Jul 31, 2008
Kansas Sunflower Power
As recent guests at a surprise house warming party, I was again reminded how funny it is to visually circle the faces of the Kansas prairie caricatures normally represented at functions I attend. The only bad part of our circle is the usual lone pallid color (I know, I know!). How many beards, how many straw hats, how many denim overalls do I spot? Who farms or grows their own food, who lives off the grid, and who built their own house? Who is Mennonite, Unitarian, or atheist? Who thinks the world is running on environmental crisis mode with the bloody end very near (everybody!)? Who is hippy, who is socially conservative? Who drinks way too much, brews their own beer, who abstains? Who votes against the republicans, votes anything but the two main parties because they are so far left, and who is borderline communist? Who is worldly, who is a hermit? Who runs with their mouth, who never speaks? Who's truck is dirtiest and who never drives? Who paints, sculpts, writes, or makes music and who is a scientist? Whatever the type or characteristic, almost all are welcome. Even the rare few in make up and clean shiny shoes. Especially if you are youthful. Seems the leading earth shakers in our town won't be around much longer. Oh, and the house that we warmly celebrated was, of course, a home spun straw-bale house in the midst of prairie, no electricity, and dirt floors. As one party goer put it poetically in the middle of the house tour: "ewwwwww.".

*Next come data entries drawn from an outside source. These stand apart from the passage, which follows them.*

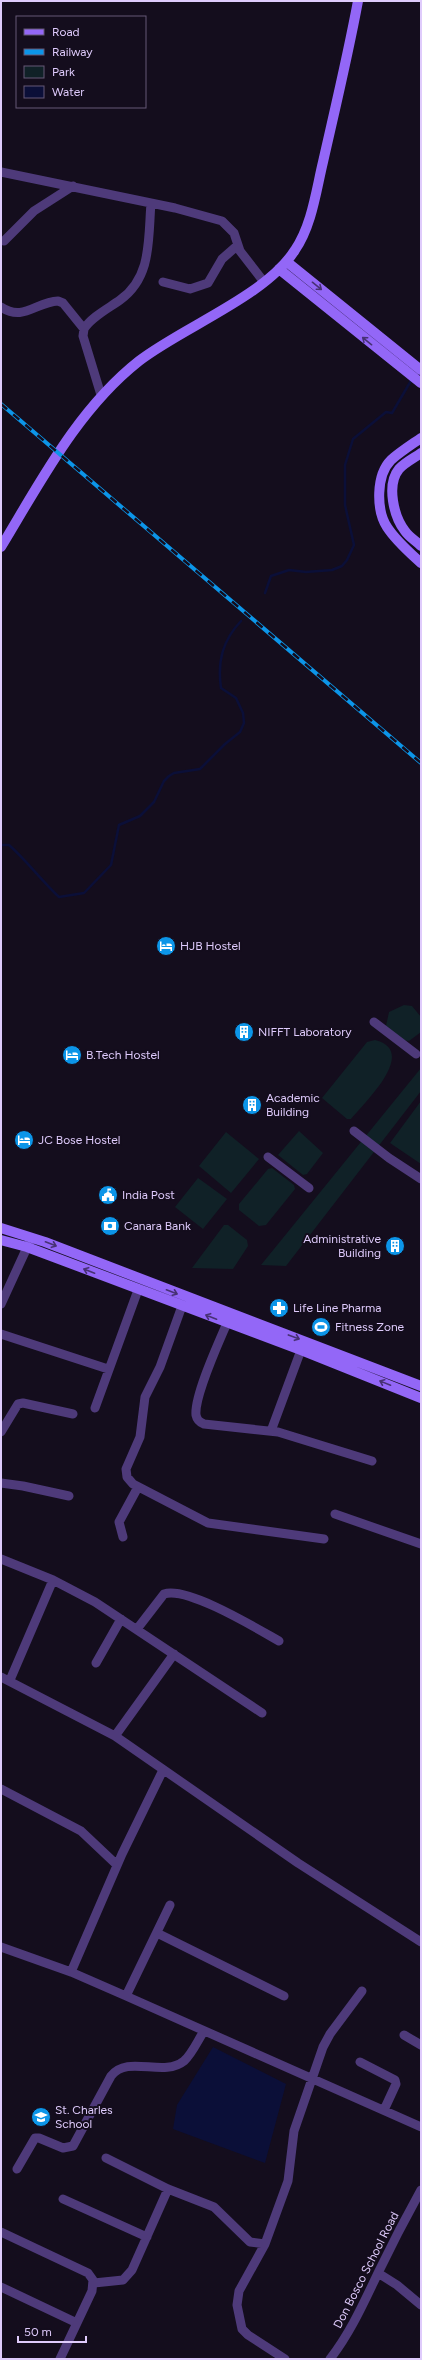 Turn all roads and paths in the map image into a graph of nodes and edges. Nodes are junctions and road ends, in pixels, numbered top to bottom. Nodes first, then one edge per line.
1 (358, 1) edge
2 (1, 172) edge
3 (73, 186) junction
4 (152, 203) junction
5 (4, 241) dead end
6 (238, 245) junction
7 (287, 262) junction
8 (279, 269) junction
9 (164, 282) dead end
10 (264, 282) junction
11 (1, 307) edge
12 (84, 329) junction
13 (421, 370) edge
14 (421, 383) edge
15 (101, 395) junction
16 (421, 438) edge
17 (421, 452) edge
18 (421, 546) edge
19 (1, 547) edge
20 (421, 563) edge
21 (374, 1022) dead end
22 (416, 1054) dead end
23 (354, 1130) dead end
24 (268, 1157) dead end
25 (421, 1179) edge
26 (309, 1188) dead end
27 (1, 1228) edge
28 (32, 1238) junction
29 (1, 1240) edge
30 (27, 1247) junction
31 (138, 1290) junction
32 (1, 1304) edge
33 (182, 1306) junction
34 (227, 1322) junction
35 (1, 1334) edge
36 (301, 1350) junction
37 (108, 1369) junction
38 (421, 1386) edge
39 (421, 1398) edge
40 (95, 1408) dead end
41 (73, 1414) dead end
42 (271, 1431) junction
43 (1, 1432) edge
44 (372, 1462) dead end
45 (1, 1483) edge
46 (138, 1487) junction
47 (69, 1496) dead end
48 (334, 1514) dead end
49 (123, 1537) dead end
50 (324, 1539) dead end
51 (421, 1544) edge
52 (1, 1558) edge
53 (52, 1580) junction
54 (121, 1619) junction
55 (137, 1629) junction
56 (279, 1640) dead end
57 (174, 1654) junction
58 (96, 1663) dead end
59 (1, 1676) edge
60 (10, 1680) junction
61 (262, 1713) dead end
62 (115, 1736) junction
63 (163, 1770) junction
64 (1, 1789) edge
65 (117, 1864) junction
66 (170, 1905) dead end
67 (157, 1933) junction
68 (421, 1942) edge
69 (1, 1947) edge
70 (70, 1972) junction
71 (362, 1991) dead end
72 (126, 1996) junction
73 (284, 1996) dead end
74 (204, 2031) junction
75 (404, 2035) dead end
76 (421, 2045) edge
77 (360, 2062) dead end
78 (312, 2078) junction
79 (384, 2110) junction
80 (421, 2127) edge
81 (106, 2158) dead end
82 (18, 2169) dead end
83 (168, 2189) junction
84 (421, 2190) edge
85 (63, 2199) dead end
86 (1, 2232) edge
87 (146, 2237) junction
88 (265, 2244) junction
89 (378, 2273) junction
90 (94, 2283) junction
91 (1, 2287) edge
92 (421, 2305) edge
93 (77, 2323) junction
94 (60, 2359) edge
95 (285, 2359) edge
96 (330, 2359) edge

1 - 7 street
2 - 3 street
3 - 4 street
3 - 5 street
4 - 6 street
4 - 12 street
6 - 9 street
6 - 10 street
7 - 8 street
7 -> 13 street
8 - 10 street
14 -> 8 street
10 - 15 street
11 - 12 street
12 - 15 street
15 - 19 street
16 - 20 street
17 - 18 street
21 - 22 street
23 - 25 street
24 - 26 street
27 - 28 street
28 - 30 street
28 -> 38 street
29 - 30 street
31 -> 30 street
30 - 32 street
31 - 33 street
31 - 37 street
34 -> 33 street
33 - 46 street
34 - 36 street
34 - 42 street
35 - 37 street
39 -> 36 street
36 - 42 street
37 - 40 street
41 - 43 street
42 - 44 street
45 - 47 street
46 - 49 street
46 - 50 street
48 - 51 street
52 - 53 street
53 - 54 street
53 - 60 street
54 - 55 street
54 - 58 street
55 - 56 street
55 - 57 street
57 - 61 street
57 - 62 street
59 - 60 street
60 - 62 street
62 - 63 street
63 - 65 street
63 - 68 street
64 - 65 street
65 - 70 street
66 - 67 street
67 - 72 street
67 - 73 street
69 - 70 street
70 - 72 street
71 - 78 street
72 - 74 street
74 - 78 street
74 - 82 street
75 - 76 street
77 - 79 street
78 - 79 street
78 - 88 street
79 - 80 street
81 - 83 street
83 - 87 street
83 - 88 street
84 - 89 street, Don Bosco School Road
85 - 87 street
86 - 90 street
87 - 90 street
88 - 95 street
89 - 92 street
89 - 96 street, Don Bosco School Road
90 - 93 street
91 - 93 street
93 - 94 street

What I love about social gatherings these days is watching my boys playing & running with the big kids. They could care less about babies and new wiggly walkers, but will follow a friendly fast moving kid. Once they're comfortable, which comes more readily in this current life stage, they are off while mama and papa allow other people to take care of them. What a break for us. Freedom! Yeah, I'm one of those pesky mamas who will let you carry and run after my child as he reaches for unmentionables all night long.

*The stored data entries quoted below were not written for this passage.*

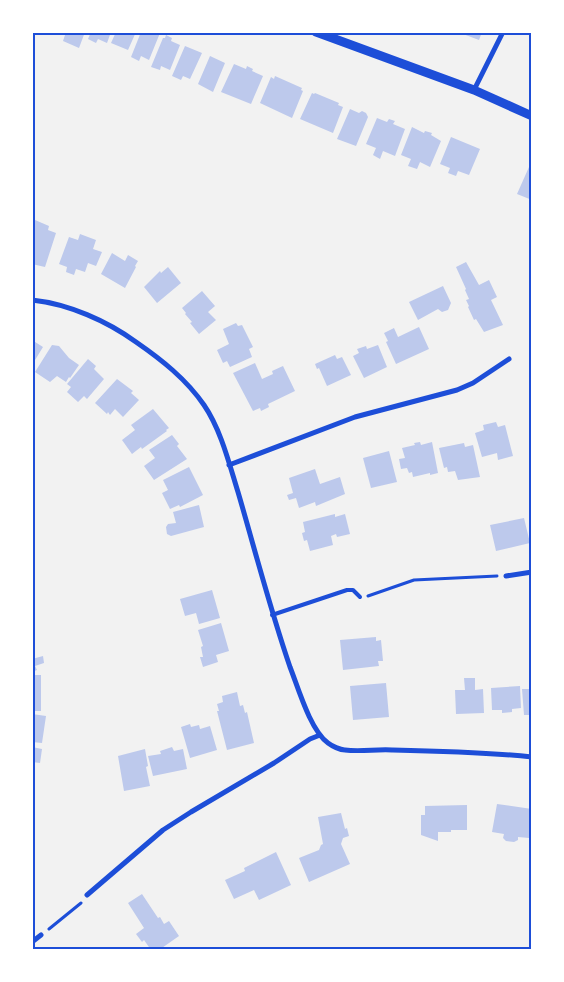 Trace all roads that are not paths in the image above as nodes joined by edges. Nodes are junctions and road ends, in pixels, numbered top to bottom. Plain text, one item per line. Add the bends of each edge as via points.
1 (316, 32) edge
2 (502, 32) edge
3 (474, 90) junction
4 (532, 116) edge
5 (32, 300) edge
6 (509, 359) dead end
7 (230, 465) junction
8 (532, 572) edge
9 (506, 576) road end
10 (360, 597) dead end
11 (272, 615) junction
12 (320, 735) junction
13 (532, 757) edge
14 (87, 894) dead end
15 (41, 935) road end
16 (32, 942) edge

1 - 3 street
2 - 3 street
3 - 4 street
5 - 7 street via 67,308 100,321 175,371 206,407
6 - 7 street via 457,390 355,418
7 - 11 street
8 - 9 street
10 - 11 lane via 353,590 347,590
11 - 12 street via 304,704
12 - 13 street via 328,743 344,750 446,751
12 - 14 street via 163,830
15 - 16 street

No, that's not my kids I'm looking at.
How will my Ethiopian triplets fit into this Kansas microcosm as they age? How do I fit in? Oh, I have (almost) let go the high school notion of fitting in and now I worry most of all about fitting in myself. I mean me inside me. The most important thing is to have the confidence to be your best self wherever yourself may be and allow others the room to do the same. Corny, isn't it? Even if sometimes you don't feel like talking, or maybe you feel like saying stupid (but harmless) things really loud. Who cares. Like the time my brother and I were in Seattle with my mom and he got so hotly embarrassed when my mom decided to drag what looked like a mini shopping cart behind her as we walked the streets. I said, Big Brother, who cares, nobody here will ever see us again. F 'em. Of course when I returned east, a notable professor asks me, didn't I see you in Seattle? One of my greatest hopes for my sons is that they will always be comfortable with who and what they are, even if they are not always comfortable where they are.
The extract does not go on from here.